For brief periods, Woolson taught her favorite subjects, acting for some months, while in Cincinnati, as Professor of Belles Lettres at the Mount Auburn Young Ladies' Institute; in Haverhill, Massachusetts, as lady principal of the high school; and as assistant in the Concord High School, where, with her husband, she taught for a while the higher mathematics and Latin. Her time was largely given to connected courses of lectures before literary societies on "English Literature in Connection with English History", on the historical plays of Shakespeare, and matters of Spanish history, scenery, and life.

In 1871, she interviewed Brigham Young in Utah for The Boston Journal. She also contributed an essay to The Boston Journal, "The Present Aspect of the Byron Case," and soon afterwards began to publish her work in volumes. In 1874, she edited "Dress-Reform", a series of lectures by women physicians of Boston on "Dress as It Affects the Health of Women". Woolson published several other volumes, including: Women in American Society (1873); Browsing Among Books (1881); and George Eliot and Her Heroines (1887).
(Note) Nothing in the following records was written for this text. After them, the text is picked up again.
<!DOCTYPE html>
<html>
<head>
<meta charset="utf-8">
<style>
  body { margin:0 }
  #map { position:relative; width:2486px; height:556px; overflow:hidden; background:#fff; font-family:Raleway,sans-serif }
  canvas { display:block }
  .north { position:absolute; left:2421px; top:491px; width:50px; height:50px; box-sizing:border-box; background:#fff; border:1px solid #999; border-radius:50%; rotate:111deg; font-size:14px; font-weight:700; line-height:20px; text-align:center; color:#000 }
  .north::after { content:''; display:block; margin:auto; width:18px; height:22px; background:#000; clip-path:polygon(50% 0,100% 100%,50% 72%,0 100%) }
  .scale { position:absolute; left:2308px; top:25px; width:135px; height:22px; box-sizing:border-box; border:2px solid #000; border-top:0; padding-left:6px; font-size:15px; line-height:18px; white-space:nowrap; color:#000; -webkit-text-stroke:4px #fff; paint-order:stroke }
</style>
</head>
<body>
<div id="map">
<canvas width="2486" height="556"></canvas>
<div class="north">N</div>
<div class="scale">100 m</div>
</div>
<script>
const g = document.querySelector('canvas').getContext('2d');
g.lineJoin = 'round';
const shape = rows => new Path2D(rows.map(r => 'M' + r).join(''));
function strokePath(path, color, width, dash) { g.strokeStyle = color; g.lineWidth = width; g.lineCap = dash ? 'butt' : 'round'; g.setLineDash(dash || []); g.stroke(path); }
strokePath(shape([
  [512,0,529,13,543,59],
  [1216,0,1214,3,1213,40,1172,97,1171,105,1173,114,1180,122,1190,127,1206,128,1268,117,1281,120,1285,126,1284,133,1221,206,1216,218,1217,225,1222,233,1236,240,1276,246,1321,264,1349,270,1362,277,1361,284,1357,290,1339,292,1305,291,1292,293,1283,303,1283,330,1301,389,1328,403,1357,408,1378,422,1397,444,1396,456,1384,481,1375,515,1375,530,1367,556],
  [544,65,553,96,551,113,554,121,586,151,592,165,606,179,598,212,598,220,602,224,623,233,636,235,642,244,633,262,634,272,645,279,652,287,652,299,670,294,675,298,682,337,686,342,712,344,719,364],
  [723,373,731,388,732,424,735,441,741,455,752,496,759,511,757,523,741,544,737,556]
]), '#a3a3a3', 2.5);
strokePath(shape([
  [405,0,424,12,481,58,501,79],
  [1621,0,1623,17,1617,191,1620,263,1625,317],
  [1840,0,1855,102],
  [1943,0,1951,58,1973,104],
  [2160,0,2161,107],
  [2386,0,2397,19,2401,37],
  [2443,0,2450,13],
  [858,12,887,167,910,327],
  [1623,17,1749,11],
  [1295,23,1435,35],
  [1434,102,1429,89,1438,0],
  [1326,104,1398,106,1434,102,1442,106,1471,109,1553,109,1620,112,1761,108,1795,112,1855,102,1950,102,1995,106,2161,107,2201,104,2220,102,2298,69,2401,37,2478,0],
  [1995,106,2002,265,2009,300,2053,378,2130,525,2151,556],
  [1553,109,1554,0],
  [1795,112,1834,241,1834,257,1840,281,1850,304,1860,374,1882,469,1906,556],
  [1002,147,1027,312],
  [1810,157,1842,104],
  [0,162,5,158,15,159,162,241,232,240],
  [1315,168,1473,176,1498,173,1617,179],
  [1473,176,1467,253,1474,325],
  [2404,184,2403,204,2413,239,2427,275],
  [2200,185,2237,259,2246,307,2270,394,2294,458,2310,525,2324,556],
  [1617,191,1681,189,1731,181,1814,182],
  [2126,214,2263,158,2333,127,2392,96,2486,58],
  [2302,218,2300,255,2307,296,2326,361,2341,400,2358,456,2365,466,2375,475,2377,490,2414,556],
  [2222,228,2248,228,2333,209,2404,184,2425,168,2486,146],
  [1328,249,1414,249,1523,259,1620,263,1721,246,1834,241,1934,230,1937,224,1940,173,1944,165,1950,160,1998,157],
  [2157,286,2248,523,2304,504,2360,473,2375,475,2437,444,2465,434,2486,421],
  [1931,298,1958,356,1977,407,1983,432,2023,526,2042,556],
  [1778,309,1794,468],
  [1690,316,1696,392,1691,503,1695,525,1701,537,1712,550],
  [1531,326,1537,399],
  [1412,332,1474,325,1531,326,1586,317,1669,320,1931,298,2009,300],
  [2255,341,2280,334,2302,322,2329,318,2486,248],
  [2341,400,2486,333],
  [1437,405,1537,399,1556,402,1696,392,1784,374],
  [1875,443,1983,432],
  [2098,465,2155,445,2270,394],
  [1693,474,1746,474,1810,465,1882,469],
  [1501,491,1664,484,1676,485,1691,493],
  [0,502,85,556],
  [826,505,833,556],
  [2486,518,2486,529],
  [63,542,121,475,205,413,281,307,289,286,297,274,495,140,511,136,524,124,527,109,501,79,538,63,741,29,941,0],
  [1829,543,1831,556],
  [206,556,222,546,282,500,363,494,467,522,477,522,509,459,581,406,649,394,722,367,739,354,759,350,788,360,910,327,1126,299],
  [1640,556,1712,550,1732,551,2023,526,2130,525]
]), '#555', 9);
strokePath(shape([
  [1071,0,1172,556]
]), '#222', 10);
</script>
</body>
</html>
Woolson is also remembered as a poet. When Portland, Maine celebrated its centennial in 1886, Woolson was unanimously chosen to fill the position of poet, reading a long ode on that occasion. In Concord, she delivered poems at the opening of the Board of Trade Building, of the Chapel of the Second Congregational Society, and of the Fowler Literary Building.

==Selected works==
- 1873, Woman in American society
- 1874, Dress-reform; a series of lectures delivered in Boston, on dress as it affects the health of women
- 188?, The kindergarten, what is it?
- 1881, Browsing among books, and other essays
- 1886, George Eliot and Her Heroines
- 1886, Centennial poem. Delivered at Portland, July 6, 1886
- 1889, Exercises at the dedication of the Fowler Library Building, Concord, New Hampshire, October 18, 1888
- 1915, With garlands green

==Personal life==
In Boston, Woolson was a member of several literary and benevolent associations, and was especially active in the Castilian Club, having served as president. In 1883–1884, she traveled for 13 months, spending a summer in Ireland, Wales, Scotland and England, also visiting Austria, Hungary, Southern Italy, Spain, and Morocco. In previous years, she had traveled to the Pacific Coast and Yosemite Valley. Woolson died in 1921.